Task instructions:
Search the entries for the word "Дорожная". Copy each line in which it is found.

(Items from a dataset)

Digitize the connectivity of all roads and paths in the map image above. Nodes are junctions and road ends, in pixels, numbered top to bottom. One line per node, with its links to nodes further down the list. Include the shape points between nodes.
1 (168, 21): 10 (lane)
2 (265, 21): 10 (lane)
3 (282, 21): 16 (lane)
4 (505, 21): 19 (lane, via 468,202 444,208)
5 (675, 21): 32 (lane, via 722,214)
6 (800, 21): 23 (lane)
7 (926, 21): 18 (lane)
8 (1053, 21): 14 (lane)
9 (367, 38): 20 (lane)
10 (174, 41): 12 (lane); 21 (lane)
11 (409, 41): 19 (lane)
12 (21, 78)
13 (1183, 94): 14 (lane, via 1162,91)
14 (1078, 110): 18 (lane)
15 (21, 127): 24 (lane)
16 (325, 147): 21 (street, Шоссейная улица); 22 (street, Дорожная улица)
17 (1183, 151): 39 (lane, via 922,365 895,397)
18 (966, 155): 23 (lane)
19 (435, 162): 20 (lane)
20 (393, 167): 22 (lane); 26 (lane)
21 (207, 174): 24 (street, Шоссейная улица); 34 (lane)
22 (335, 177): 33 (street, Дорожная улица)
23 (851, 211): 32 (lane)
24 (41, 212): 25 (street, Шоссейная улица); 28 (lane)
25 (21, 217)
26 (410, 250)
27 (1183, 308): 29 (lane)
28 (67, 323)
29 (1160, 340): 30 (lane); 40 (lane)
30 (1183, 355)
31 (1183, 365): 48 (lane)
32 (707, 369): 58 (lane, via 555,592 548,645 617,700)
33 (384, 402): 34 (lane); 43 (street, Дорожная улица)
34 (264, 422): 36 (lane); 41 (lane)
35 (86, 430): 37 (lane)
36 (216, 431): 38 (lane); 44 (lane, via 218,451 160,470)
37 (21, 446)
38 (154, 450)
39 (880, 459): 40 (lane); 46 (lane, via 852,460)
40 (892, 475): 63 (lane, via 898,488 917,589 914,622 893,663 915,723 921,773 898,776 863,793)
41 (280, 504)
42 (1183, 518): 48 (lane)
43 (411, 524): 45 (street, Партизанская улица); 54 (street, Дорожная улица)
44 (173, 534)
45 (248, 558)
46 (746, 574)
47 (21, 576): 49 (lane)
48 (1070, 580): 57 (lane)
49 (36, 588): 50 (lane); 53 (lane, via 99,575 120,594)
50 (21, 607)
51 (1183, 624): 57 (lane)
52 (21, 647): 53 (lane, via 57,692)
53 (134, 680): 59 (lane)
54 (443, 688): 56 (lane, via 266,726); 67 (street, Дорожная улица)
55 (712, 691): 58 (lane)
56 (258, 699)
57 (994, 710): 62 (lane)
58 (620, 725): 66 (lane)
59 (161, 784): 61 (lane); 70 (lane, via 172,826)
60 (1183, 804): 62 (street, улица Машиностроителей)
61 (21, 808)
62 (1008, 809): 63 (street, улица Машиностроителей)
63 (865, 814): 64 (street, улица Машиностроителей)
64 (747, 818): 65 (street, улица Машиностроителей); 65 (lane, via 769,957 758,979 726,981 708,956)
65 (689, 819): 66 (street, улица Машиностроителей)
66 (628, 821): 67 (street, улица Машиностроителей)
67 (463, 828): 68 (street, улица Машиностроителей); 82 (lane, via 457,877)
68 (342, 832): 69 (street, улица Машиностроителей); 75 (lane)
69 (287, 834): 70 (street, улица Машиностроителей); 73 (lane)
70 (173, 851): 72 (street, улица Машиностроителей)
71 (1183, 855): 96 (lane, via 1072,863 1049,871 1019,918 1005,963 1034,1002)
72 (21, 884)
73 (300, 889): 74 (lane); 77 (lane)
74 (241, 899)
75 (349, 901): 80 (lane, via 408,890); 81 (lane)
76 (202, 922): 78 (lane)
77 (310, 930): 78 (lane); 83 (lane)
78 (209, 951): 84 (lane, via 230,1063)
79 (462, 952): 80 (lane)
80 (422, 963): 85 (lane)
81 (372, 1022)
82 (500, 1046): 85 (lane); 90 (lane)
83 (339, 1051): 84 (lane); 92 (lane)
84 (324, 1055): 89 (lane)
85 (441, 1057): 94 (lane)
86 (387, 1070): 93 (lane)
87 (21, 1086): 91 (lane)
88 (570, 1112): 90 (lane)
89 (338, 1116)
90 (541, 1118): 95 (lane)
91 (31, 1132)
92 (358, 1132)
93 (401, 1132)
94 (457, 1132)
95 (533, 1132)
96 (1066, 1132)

Solution for this problem:
16 (325, 147): 21 (street, Шоссейная улица); 22 (street, Дорожная улица)
22 (335, 177): 33 (street, Дорожная улица)
33 (384, 402): 34 (lane); 43 (street, Дорожная улица)
43 (411, 524): 45 (street, Партизанская улица); 54 (street, Дорожная улица)
54 (443, 688): 56 (lane, via 266,726); 67 (street, Дорожная улица)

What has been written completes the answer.